As for story... there is a Lich, that is your big bad... why you are fighting him, and why he seems to be the only other character in the world that appears to have an ongoing permanence... who knows?
The Game
Each dungeon run throws you into a closed loop with pretty much nothing in it. Your hero starts out from the camp tile and just goes round and round until the Lich appears or you succumb to the various monsters that spawn from tiles that you have placed. Simple concept so far...
As you traverse the closed loop, you will encounter spawned monsters. With each loop, they get stronger so you will need to grind to keep up with them. These battles play out in an auto battler style. Your skills and attributes are set, as are the attributes of the monsters... and they just slug away at each other with no input from the player until one side is defeated.
When you defeat a mob of monsters, you will be rewarded with equipment and/or world tiles from the selection that you defined at the start of the run.
You use these world tiles to slowly build up the pixelated world around you. Some tiles belong ON the path, others on the side of the path and others even further back. All of them affect the difficulty and rewards of the loop. Too hard, and your hero will fall... too easy, and your hero gets underpowered for the next loop.
Equipment also drops with which you can buff your character abilities and stats to help survive another loop. Also, little drops of building materials for the base management metagame... which are precious and slow drops, and you risk losing a large amount of it if you don't retreat back to your base but are instead killed in the loop.
At the end of each run, you are returned (or resurrected) back at your camp. Here, you will have built and upgraded buildings that will aid you on subsequent runs. Oddly enough, the upgrading is done from this screen and not the build screen. Strange choice, and one that I find counter-intuitive... but it works.
Over time, your little collection of hovels will turn into a proper little village!
The main building page which is the glorified menu page for the metagame upgrades that accompany you into the loop runs. From here, you can unlock little bonuses that will help you survive just that little bit longer... or extra classes to toy around with!
Setting off on the expedition away from the base is the page that starts you upon your loop journey. From this menu, you can choose your class and the overall starting difficulty of the loop. As always, it is a tough risk/reward balance at play here... you want it to be more difficult, to get the better loot and resources. However, you need to actually survive long enough to bring it home!
What I did find interesting here is the actual difference in classes. Each class really does bring a different play style to the game... it is best to keep an eye on what each class really is good at, and try to maximise the abilities that complement that. Otherwise, you will be in for a pretty frustrating time!

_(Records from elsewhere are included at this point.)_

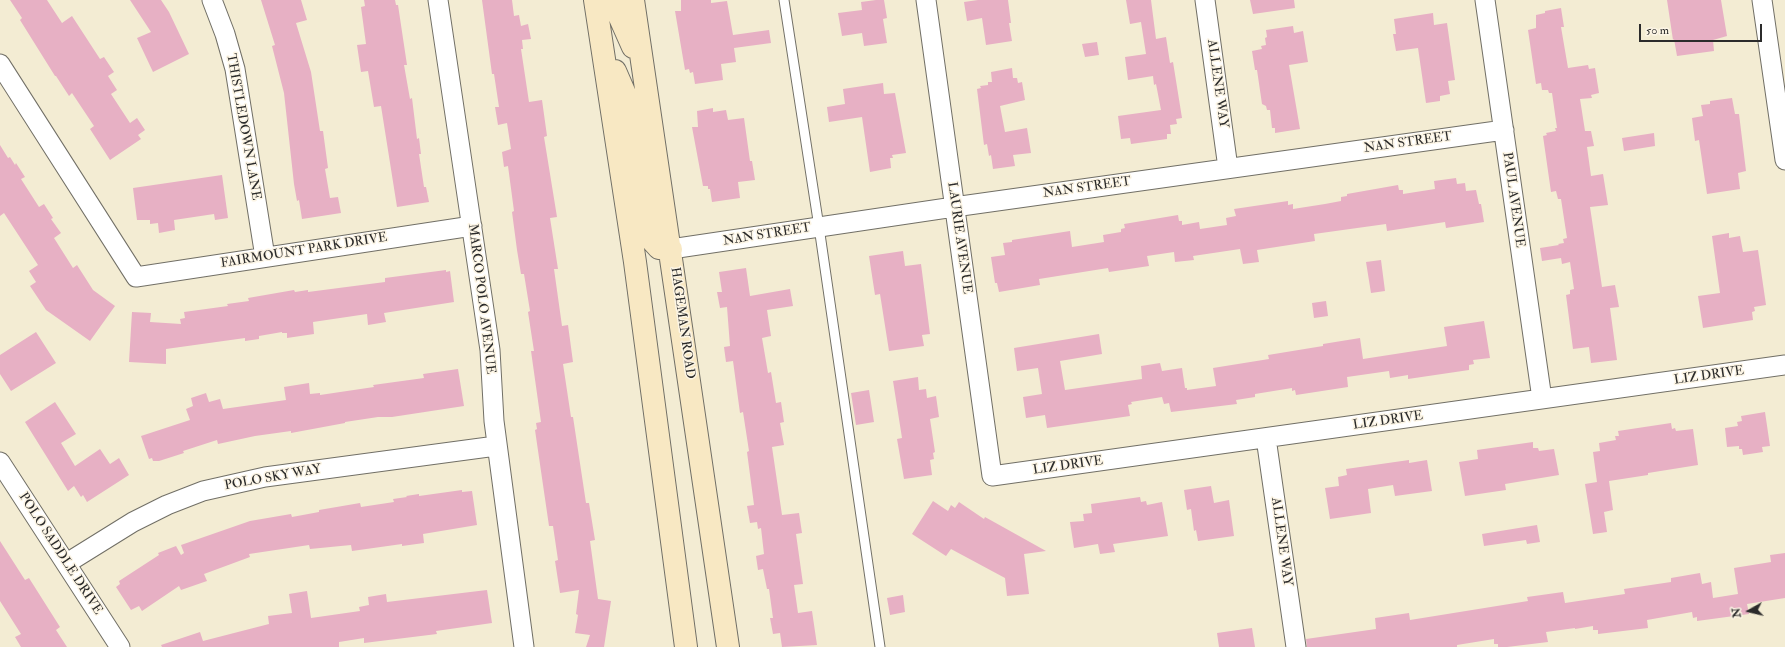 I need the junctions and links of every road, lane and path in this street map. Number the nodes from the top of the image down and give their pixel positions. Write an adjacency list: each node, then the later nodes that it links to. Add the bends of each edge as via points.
1 (212, 0): 21 (street, THISTLEDOWN LANE, via 235,69)
2 (438, 0): 18 (street, MARCO POLO AVENUE)
3 (595, 0): 11 (main road)
4 (615, 0): 13 (main road, via 617,11)
5 (633, 0): 13 (main road, HAGEMAN ROAD)
6 (784, 0): 19 (lane)
7 (926, 0): 17 (street, LAURIE AVENUE)
8 (1205, 0): 16 (street, ALLENE WAY)
9 (1485, 0): 14 (street, PAUL AVENUE)
10 (1762, 0): 15 (street)
11 (601, 39): 20 (main road, via 625,94 649,237 659,248); 31 (main road, via 635,262)
12 (0, 64): 21 (street, FAIRMOUNT PARK DRIVE, via 136,277)
13 (644, 71): 20 (main road, HAGEMAN ROAD)
14 (1504, 130): 16 (street, NAN STREET); 23 (street, PAUL AVENUE)
15 (1785, 160)
16 (1228, 168): 17 (street, NAN STREET)
17 (954, 206): 19 (street, NAN STREET); 27 (street, LAURIE AVENUE)
18 (472, 226): 21 (street, FAIRMOUNT PARK DRIVE); 25 (street, MARCO POLO AVENUE, via 490,350)
19 (819, 227): 20 (street, NAN STREET); 33 (lane)
20 (671, 249): 32 (main road, HAGEMAN ROAD)
21 (265, 257)
22 (1785, 365): 23 (street, LIZ DRIVE)
23 (1542, 399): 24 (street, LIZ DRIVE)
24 (1266, 438): 27 (street, LIZ DRIVE); 34 (street, ALLENE WAY)
25 (496, 446): 28 (street, POLO SKY WAY, via 265,477 204,491 133,522); 30 (street, MARCO POLO AVENUE)
26 (0, 462): 28 (street, POLO SADDLE DRIVE)
27 (992, 476)
28 (67, 564): 29 (street, POLO SADDLE DRIVE)
29 (120, 647)
30 (524, 647)
31 (686, 647)
32 (728, 647)
33 (880, 647)
34 (1296, 647)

Before heading out, you should check that you have a good set of world tiles that you can construct your loop from. There are quite a selection to choose from, and it is impossible to take them all... so, you are going to have to choose quite carefully and experiment with different card loadouts to see what fits your playstyle and character class!
You will lose... or run away! Many times, it is actually preferable to run away and not suffer the loss of precious resources. You keep everything if you retreat on your camp tile, you lose 30% if you retreat anywhere else... and you LOSE 60% if you are killed! It stings... especially as each major resource is composed of 10-14 little individual drops!
Visuals, Sound and Performance
The music, sound and visuals are completely retro! I remember playing similar styles of games when I was a child... about 30 years ago! In fact, if I didn't know better... I would say that the character models and the sounds are actually the SAME!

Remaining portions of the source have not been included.